Third, the non-listed equity firms commissioned by an agency of social integrity should not be ignored. Non-listed equity firms tend to employ a certain degree of intermediary service organizations to finance strategic planning and marketing campaign. These in order to earn fees and spreads for the purpose of intermediary companies, how their social integrity, is there a certain degree of social influence, is not a legitimate business license, it is decided to non-listed equity trading objective and impartial nature of the key. Therefore, equity investors to understand the non-listed companies and their agents intermediaries industry and commerce, taxation, bank credit degree, it is very important.
Fourth, approval of non-listed shares of the company's document should be granted full confirmation. Non-listed equity companies "listed", especially "overseas listing" After all, there is a process, not overnight. In this regard, the Government and the views of national regulatory authorities are particularly important. Therefore, the mere "one see the words" or "a piece of paper" blindly participate in non-listed equity trading, also face great risks. Therefore, the understanding of non-listed equity stake in the company release, fund-raising sources, financial trusteeship system and so on, consult the relevant lawyers to solicit the views of the relevant departments is essential.
Fifth, pay attention to the non-listed equity trading contracts, agreements. For the purchase of non-listed equity investors, will pay the amounts in the corresponding "warrants," while accepting the transfer of non-listed equity investors, will be facing a "equity transfer contract" entered into the problem. Investors pay attention to grasp the "stock certificate" the process of handling and "equity transfer contract" in the set, would be for "stock certificate" illegal and non-listed equity holders of non-integrity and investor information on the weaknesses and blind spots suffered loss.
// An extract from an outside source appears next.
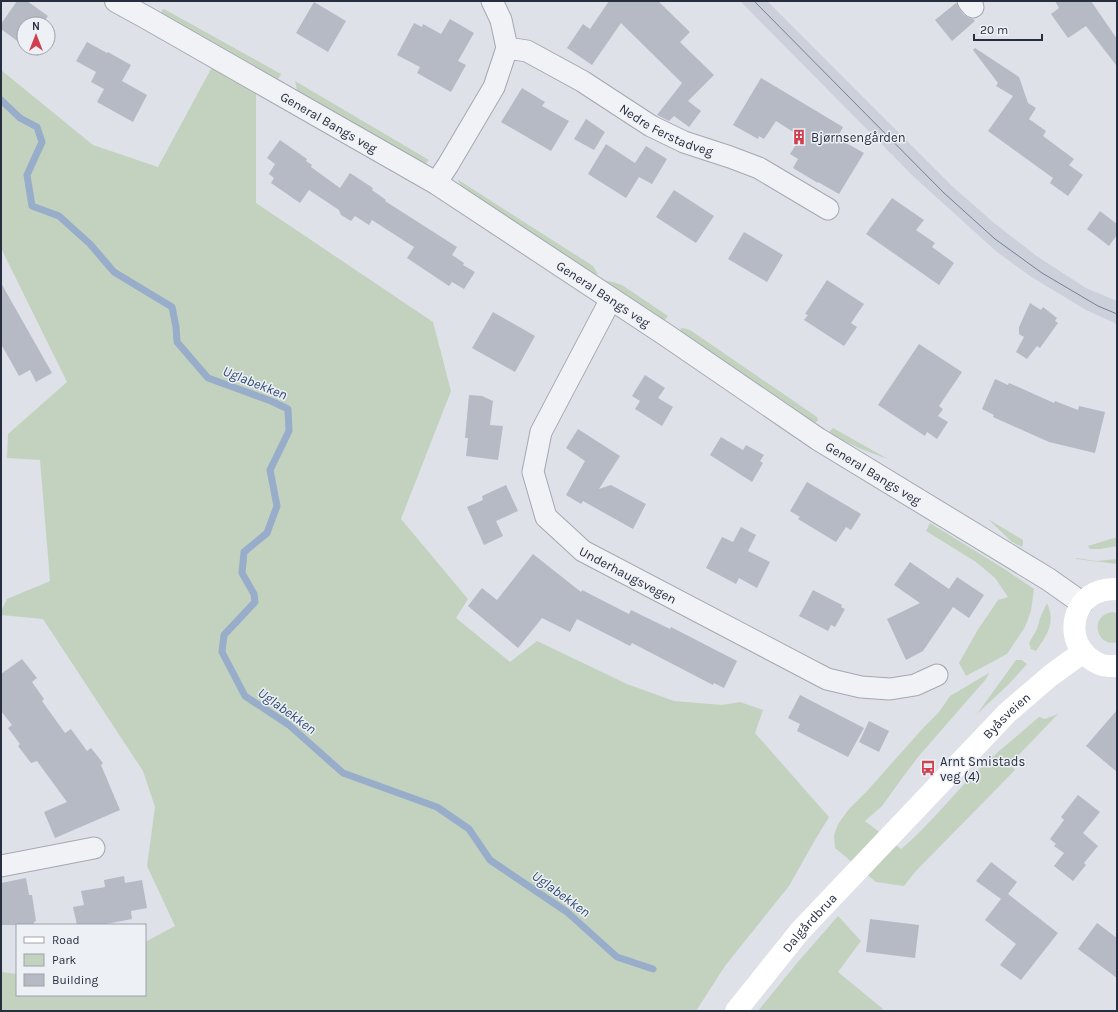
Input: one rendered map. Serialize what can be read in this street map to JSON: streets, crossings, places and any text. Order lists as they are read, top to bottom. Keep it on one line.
{"streets":{"main road":["Byåsveien","Dalgårdbrua"],"street":["General Bangs veg","Nedre Ferstadveg","Underhaugsvegen"]},"crossings":[["General Bangs veg","Underhaugsvegen"],["Byåsveien","Dalgårdbrua"]],"water":["Uglabekken"],"places":{"building":["Bjørnsengården"],"bus stop":["Arnt Smistads veg (4)"]},"legend":["Road","Park","Building"],"scale_bar":"20 m","north":"top"}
Therefore, the non-listed equity trading normative, for a smooth conduct of non-listed equity trading, will play a positive role.
Sixth, the holders of non-listed equity, should also pay attention to safeguard their rights and interests of shareholders. The new "Company Law" and "Securities Law" gives access to non-listed equity shareholders of the articles of incorporation, the shareholders register of financial and accounting reports, board resolutions and other rights, as well as non-listed equity firms act against the interests of shareholders and management of violations of law have a direct right of action and derivative right of action. As a non-listed equity shareholders of the company always pay attention to dynamic changes, and actively exercise their due rights and interests of shareholders in order to truly safeguard their rights on the initiative, in order to avoid non-listed equity holders of the occurrence of uncertain risks.